[WHAT IS REQUIRED]: Two lines in the listing below mark the span: one contains "for (int i = 15;" and one contains "static void draw(cairo_t". Reproduce both of them and everything between, exactly.

────────────────────────────────────────

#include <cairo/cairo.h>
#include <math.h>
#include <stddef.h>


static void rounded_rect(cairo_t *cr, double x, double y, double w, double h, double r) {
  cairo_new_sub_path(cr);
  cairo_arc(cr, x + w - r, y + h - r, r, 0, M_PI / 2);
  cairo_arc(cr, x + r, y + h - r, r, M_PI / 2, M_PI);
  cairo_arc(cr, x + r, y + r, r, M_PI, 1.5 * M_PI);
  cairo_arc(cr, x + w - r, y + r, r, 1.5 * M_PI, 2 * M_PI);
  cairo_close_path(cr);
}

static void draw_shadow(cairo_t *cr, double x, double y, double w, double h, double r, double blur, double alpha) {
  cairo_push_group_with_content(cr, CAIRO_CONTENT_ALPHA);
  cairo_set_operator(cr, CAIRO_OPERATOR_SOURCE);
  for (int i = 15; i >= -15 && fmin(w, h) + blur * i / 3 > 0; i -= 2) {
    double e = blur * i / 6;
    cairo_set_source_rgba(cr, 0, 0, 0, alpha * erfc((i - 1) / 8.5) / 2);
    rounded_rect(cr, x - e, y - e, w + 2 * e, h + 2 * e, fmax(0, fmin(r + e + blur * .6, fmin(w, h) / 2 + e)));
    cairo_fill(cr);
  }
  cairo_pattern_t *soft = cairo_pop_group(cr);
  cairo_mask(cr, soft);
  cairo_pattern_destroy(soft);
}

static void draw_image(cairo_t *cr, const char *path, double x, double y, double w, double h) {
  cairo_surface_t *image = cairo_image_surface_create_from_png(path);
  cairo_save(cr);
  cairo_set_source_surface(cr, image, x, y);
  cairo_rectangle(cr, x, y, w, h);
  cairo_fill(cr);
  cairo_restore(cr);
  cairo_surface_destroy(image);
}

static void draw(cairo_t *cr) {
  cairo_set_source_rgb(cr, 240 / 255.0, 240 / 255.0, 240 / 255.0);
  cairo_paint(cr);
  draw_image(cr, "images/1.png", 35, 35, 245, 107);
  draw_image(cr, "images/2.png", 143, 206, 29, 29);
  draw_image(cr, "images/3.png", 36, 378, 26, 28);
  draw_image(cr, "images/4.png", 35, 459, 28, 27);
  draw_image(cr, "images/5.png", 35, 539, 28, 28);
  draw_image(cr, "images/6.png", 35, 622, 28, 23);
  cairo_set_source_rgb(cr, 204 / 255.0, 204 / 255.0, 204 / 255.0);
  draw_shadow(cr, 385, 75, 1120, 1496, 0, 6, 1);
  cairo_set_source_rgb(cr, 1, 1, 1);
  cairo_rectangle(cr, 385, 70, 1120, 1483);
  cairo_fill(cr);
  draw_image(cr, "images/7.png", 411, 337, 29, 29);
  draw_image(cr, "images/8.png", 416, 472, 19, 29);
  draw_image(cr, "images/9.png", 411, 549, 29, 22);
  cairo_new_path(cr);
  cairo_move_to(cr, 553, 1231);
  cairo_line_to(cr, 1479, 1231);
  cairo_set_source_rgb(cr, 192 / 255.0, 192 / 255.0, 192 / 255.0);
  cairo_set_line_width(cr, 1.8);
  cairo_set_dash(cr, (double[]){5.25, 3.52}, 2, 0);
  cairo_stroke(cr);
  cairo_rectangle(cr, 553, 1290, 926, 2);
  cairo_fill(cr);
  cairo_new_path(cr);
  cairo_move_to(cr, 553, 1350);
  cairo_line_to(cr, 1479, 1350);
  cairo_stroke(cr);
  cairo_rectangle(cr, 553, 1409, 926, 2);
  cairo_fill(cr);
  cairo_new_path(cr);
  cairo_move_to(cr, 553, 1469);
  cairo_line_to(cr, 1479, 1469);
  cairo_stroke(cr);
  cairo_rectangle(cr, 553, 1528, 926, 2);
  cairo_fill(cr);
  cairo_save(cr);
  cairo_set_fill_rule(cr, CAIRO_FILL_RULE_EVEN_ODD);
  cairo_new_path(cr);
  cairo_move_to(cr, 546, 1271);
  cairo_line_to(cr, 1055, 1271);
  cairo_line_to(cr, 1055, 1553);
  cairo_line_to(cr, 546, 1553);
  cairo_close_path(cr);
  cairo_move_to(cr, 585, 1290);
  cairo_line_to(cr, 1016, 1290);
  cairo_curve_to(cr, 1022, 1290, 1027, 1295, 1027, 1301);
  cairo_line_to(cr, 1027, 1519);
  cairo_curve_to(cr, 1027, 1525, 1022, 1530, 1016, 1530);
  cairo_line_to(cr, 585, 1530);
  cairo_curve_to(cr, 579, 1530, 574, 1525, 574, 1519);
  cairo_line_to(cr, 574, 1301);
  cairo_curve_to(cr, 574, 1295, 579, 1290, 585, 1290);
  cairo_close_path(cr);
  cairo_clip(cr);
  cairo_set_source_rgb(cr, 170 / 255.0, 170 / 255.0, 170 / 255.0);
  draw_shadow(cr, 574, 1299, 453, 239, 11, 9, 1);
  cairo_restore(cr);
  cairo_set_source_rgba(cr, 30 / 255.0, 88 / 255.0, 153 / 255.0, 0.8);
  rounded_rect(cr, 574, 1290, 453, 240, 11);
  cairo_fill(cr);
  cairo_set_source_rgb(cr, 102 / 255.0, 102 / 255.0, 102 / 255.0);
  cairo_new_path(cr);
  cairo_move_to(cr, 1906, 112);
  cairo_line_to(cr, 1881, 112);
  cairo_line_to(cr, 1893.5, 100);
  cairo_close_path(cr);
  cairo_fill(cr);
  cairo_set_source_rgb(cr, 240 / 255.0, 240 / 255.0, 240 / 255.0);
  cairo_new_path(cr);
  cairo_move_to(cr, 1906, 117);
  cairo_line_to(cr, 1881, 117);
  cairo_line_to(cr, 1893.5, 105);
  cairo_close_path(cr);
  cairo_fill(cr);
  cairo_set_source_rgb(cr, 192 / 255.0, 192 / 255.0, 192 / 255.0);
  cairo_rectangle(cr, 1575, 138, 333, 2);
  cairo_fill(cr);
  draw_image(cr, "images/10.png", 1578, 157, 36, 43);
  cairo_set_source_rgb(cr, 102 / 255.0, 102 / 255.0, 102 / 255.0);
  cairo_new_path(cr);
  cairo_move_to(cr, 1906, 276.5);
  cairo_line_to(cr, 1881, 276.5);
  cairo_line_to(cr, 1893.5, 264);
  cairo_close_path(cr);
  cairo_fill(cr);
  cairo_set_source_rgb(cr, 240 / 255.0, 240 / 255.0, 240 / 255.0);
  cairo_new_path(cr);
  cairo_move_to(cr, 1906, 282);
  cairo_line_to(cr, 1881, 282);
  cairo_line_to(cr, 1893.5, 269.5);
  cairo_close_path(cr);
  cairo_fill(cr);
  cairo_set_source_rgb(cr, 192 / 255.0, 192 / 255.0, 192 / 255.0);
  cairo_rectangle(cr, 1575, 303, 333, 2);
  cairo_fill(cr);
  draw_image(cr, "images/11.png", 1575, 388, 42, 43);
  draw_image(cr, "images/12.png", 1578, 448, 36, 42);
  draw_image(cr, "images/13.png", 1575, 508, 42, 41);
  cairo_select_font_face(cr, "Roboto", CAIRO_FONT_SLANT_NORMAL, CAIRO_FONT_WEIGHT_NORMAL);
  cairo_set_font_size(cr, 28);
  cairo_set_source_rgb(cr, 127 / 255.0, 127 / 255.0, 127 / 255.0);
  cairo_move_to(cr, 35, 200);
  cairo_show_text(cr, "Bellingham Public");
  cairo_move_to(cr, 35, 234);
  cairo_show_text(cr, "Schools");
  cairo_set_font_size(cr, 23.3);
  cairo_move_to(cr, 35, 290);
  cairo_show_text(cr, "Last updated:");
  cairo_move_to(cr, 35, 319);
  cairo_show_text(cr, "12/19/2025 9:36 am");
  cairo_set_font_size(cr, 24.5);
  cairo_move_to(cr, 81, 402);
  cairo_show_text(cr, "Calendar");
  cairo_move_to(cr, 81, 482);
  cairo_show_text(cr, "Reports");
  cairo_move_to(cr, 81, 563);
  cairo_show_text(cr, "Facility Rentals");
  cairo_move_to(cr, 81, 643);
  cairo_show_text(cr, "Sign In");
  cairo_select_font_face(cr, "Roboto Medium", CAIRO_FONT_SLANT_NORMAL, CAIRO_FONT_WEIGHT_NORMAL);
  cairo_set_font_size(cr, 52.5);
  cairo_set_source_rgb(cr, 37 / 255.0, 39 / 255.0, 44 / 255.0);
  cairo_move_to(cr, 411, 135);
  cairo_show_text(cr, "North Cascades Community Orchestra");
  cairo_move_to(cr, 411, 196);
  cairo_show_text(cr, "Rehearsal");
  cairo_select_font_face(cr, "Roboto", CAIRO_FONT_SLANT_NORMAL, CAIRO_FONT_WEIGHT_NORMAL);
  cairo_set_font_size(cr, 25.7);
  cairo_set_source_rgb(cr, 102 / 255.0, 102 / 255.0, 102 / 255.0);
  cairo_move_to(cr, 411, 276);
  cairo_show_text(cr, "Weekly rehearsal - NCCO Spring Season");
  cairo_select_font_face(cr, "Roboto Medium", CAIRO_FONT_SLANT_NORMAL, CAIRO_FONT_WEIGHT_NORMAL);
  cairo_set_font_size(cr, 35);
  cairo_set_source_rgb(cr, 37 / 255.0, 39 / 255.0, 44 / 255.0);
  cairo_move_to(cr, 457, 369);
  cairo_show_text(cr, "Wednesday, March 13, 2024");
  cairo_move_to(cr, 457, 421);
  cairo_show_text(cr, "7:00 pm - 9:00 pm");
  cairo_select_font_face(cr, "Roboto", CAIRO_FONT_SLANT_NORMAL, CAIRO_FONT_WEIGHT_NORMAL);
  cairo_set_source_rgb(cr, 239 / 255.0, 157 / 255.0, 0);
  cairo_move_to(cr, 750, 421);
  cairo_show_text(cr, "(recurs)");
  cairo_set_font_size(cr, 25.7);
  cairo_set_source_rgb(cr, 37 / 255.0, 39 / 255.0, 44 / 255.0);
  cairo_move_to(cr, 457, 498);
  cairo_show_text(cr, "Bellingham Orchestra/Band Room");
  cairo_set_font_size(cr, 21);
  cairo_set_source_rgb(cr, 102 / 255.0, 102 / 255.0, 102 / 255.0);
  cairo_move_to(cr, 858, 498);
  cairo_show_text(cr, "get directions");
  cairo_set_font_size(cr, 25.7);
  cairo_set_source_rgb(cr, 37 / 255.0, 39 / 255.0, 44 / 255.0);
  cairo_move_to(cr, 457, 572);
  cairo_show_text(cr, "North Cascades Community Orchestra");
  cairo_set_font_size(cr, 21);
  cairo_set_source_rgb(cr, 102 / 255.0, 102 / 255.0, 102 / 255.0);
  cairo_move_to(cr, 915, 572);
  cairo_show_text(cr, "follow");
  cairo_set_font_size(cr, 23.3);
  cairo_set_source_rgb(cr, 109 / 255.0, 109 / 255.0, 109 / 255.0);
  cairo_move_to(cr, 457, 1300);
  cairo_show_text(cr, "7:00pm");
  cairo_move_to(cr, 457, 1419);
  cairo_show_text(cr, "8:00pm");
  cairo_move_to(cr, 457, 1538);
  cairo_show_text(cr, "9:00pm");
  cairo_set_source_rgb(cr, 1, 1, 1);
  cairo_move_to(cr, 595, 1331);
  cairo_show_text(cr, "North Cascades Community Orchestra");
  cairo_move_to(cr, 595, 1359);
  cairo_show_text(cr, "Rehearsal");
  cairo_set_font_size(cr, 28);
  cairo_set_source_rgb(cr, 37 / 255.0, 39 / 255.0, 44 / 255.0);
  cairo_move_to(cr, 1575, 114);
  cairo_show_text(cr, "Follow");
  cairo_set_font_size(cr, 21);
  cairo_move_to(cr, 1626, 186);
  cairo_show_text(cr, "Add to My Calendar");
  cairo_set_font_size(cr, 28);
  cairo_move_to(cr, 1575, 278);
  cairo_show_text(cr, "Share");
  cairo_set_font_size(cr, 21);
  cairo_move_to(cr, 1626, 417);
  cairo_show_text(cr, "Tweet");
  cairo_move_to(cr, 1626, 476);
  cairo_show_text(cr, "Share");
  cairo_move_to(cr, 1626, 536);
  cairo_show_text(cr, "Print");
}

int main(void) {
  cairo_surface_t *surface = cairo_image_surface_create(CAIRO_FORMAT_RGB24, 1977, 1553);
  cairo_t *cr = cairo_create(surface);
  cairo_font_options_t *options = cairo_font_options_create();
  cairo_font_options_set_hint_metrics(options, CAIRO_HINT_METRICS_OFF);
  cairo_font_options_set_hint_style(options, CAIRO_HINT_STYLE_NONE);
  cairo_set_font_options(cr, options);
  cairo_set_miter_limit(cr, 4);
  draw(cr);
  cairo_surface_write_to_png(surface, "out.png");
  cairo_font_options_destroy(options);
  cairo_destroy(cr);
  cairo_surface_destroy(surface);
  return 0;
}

────────────────────────────────────────

[OUTPUT BELOW]:
  for (int i = 15; i >= -15 && fmin(w, h) + blur * i / 3 > 0; i -= 2) {
    double e = blur * i / 6;
    cairo_set_source_rgba(cr, 0, 0, 0, alpha * erfc((i - 1) / 8.5) / 2);
    rounded_rect(cr, x - e, y - e, w + 2 * e, h + 2 * e, fmax(0, fmin(r + e + blur * .6, fmin(w, h) / 2 + e)));
    cairo_fill(cr);
  }
  cairo_pattern_t *soft = cairo_pop_group(cr);
  cairo_mask(cr, soft);
  cairo_pattern_destroy(soft);
}

static void draw_image(cairo_t *cr, const char *path, double x, double y, double w, double h) {
  cairo_surface_t *image = cairo_image_surface_create_from_png(path);
  cairo_save(cr);
  cairo_set_source_surface(cr, image, x, y);
  cairo_rectangle(cr, x, y, w, h);
  cairo_fill(cr);
  cairo_restore(cr);
  cairo_surface_destroy(image);
}

static void draw(cairo_t *cr) {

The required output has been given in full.